● TASK INPUT
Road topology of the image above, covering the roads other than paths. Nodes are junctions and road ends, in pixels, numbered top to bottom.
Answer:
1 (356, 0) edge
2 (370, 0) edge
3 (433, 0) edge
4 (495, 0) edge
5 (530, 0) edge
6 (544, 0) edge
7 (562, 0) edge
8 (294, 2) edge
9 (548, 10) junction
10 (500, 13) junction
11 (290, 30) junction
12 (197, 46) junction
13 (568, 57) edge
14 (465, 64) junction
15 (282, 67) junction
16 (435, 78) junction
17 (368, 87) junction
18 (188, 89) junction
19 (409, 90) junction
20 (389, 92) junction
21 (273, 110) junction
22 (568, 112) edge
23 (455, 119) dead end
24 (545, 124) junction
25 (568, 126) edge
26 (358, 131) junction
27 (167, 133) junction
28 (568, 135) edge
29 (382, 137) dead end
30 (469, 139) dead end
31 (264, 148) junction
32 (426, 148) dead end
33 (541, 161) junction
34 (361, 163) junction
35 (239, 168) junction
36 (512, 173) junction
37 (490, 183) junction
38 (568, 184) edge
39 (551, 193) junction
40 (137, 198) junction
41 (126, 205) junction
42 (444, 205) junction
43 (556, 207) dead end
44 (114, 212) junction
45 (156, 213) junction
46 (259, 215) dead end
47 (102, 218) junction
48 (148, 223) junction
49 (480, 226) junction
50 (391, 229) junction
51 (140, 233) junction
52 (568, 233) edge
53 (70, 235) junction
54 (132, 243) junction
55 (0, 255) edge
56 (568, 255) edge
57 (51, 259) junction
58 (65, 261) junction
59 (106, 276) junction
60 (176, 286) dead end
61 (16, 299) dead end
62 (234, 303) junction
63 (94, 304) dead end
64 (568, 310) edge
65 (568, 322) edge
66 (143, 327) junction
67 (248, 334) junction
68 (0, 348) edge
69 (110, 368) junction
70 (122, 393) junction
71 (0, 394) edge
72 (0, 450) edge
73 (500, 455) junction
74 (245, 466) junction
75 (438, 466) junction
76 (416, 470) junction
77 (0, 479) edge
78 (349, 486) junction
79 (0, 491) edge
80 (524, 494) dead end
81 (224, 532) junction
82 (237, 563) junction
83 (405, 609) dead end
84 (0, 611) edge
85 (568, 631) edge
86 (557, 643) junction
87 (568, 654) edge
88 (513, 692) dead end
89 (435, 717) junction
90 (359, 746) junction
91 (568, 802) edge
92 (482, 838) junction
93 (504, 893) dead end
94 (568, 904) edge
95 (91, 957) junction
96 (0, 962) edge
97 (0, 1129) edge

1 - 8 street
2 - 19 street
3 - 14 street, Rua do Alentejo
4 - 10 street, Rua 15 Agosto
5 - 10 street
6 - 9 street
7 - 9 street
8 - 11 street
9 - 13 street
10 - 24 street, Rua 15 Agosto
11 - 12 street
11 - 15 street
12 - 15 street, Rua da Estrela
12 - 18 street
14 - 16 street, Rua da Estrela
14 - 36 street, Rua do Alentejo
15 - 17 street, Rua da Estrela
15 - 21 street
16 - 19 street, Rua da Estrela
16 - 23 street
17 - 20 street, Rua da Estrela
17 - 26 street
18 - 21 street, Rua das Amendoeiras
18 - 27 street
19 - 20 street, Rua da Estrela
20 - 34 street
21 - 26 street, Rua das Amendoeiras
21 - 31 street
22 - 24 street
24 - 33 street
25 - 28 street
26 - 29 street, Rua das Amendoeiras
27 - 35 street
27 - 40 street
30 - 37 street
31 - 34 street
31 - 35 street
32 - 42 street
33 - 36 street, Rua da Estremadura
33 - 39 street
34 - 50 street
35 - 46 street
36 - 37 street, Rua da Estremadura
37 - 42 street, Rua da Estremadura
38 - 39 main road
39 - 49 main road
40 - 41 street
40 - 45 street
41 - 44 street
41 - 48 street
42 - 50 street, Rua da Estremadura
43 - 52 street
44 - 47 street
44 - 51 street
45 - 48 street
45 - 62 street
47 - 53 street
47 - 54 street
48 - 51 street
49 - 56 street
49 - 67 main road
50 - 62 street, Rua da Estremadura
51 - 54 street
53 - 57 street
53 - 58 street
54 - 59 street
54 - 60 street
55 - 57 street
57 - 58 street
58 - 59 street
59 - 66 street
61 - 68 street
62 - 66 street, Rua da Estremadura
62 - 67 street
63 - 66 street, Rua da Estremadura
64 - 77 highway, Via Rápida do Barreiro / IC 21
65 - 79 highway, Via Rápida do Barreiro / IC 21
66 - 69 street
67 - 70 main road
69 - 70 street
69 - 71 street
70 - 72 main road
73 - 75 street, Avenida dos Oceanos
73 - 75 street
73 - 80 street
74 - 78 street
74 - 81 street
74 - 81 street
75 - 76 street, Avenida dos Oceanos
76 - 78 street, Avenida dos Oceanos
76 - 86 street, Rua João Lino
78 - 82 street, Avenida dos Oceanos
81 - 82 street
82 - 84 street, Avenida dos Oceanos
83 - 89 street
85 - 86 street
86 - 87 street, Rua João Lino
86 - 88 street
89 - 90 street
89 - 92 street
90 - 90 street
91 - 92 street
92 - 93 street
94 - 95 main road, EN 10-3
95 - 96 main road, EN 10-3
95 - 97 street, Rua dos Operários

==

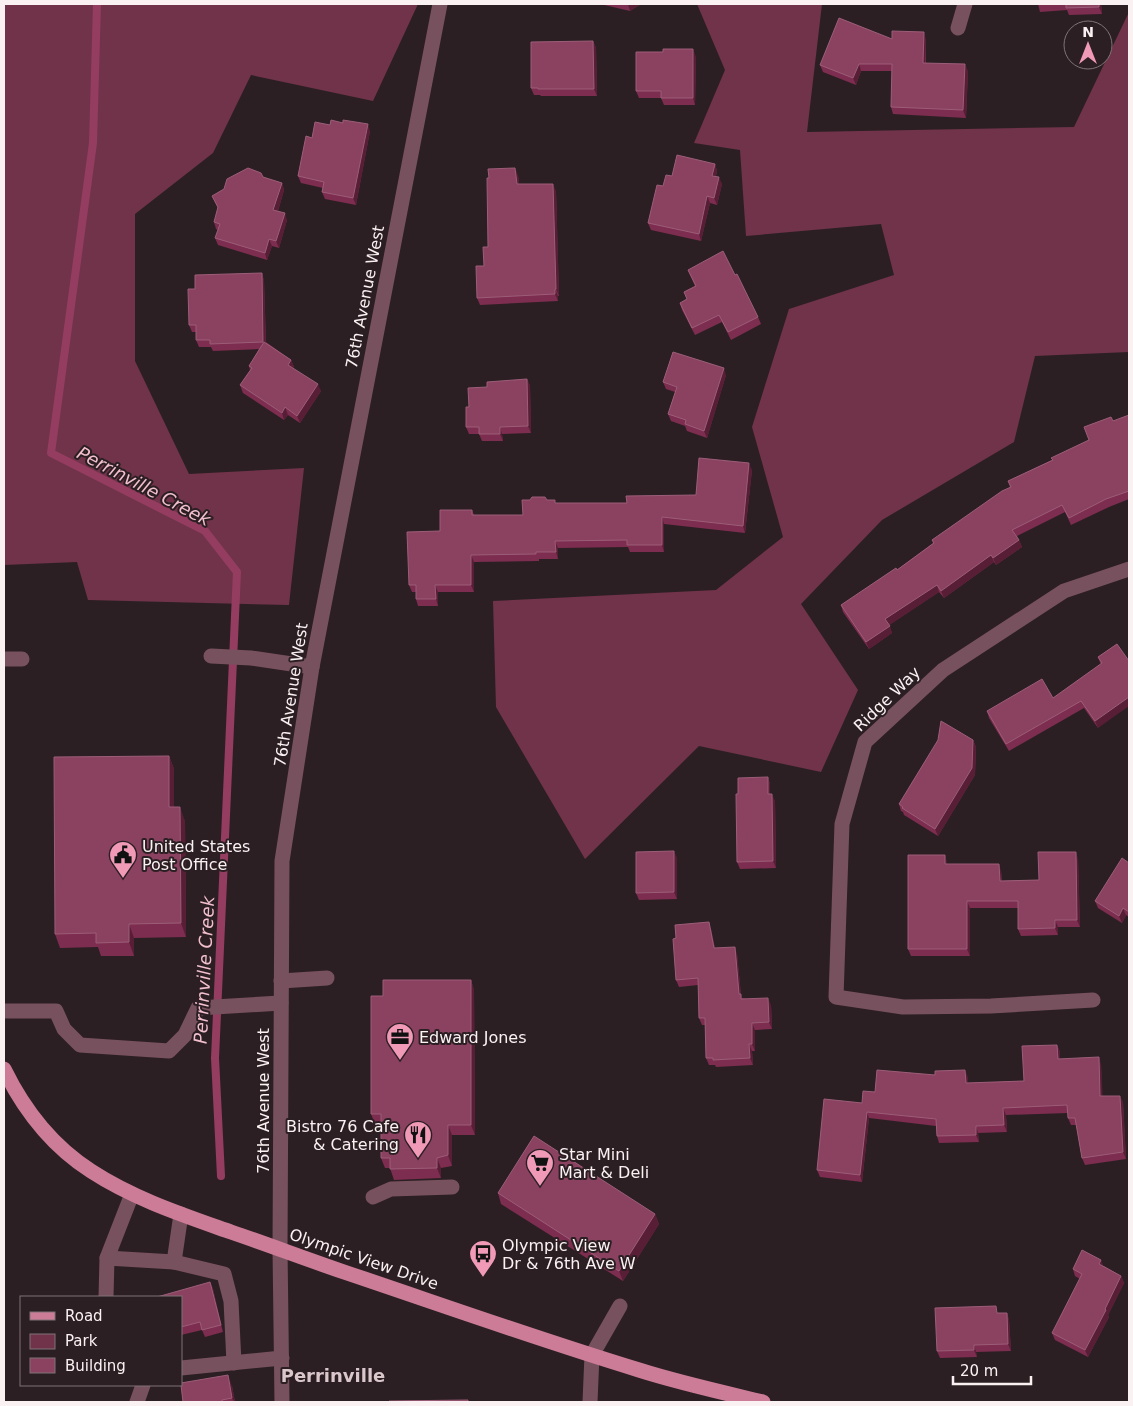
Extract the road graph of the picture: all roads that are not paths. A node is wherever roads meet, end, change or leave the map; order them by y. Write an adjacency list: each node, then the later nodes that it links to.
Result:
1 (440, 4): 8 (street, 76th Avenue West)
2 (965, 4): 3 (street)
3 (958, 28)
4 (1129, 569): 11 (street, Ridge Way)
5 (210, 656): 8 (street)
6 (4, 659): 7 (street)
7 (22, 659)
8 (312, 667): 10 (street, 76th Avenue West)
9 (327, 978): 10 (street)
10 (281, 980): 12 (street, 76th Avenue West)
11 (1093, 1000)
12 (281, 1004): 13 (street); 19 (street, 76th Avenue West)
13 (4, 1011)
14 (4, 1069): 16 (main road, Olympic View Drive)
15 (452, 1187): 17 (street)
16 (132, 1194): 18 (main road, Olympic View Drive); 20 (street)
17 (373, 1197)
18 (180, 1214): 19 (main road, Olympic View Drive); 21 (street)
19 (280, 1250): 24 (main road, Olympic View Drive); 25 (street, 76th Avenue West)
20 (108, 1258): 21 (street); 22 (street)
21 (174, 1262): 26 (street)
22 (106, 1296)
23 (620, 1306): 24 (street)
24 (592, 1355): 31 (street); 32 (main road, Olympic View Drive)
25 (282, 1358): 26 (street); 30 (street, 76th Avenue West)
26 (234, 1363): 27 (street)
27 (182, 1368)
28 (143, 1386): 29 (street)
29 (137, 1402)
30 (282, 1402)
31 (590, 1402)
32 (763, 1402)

● DESCRIPTION OF THE TASK
Copy each line of the preceding data that contains the string "roads".

● ANSWER TO THIS EXERCISE
Road topology of the image above, covering the roads other than paths. Nodes are junctions and road ends, in pixels, numbered top to bottom.
Extract the road graph of the picture: all roads that are not paths. A node is wherever roads meet, end, change or leave the map; order them by y. Write an adjacency list: each node, then the later nodes that it links to.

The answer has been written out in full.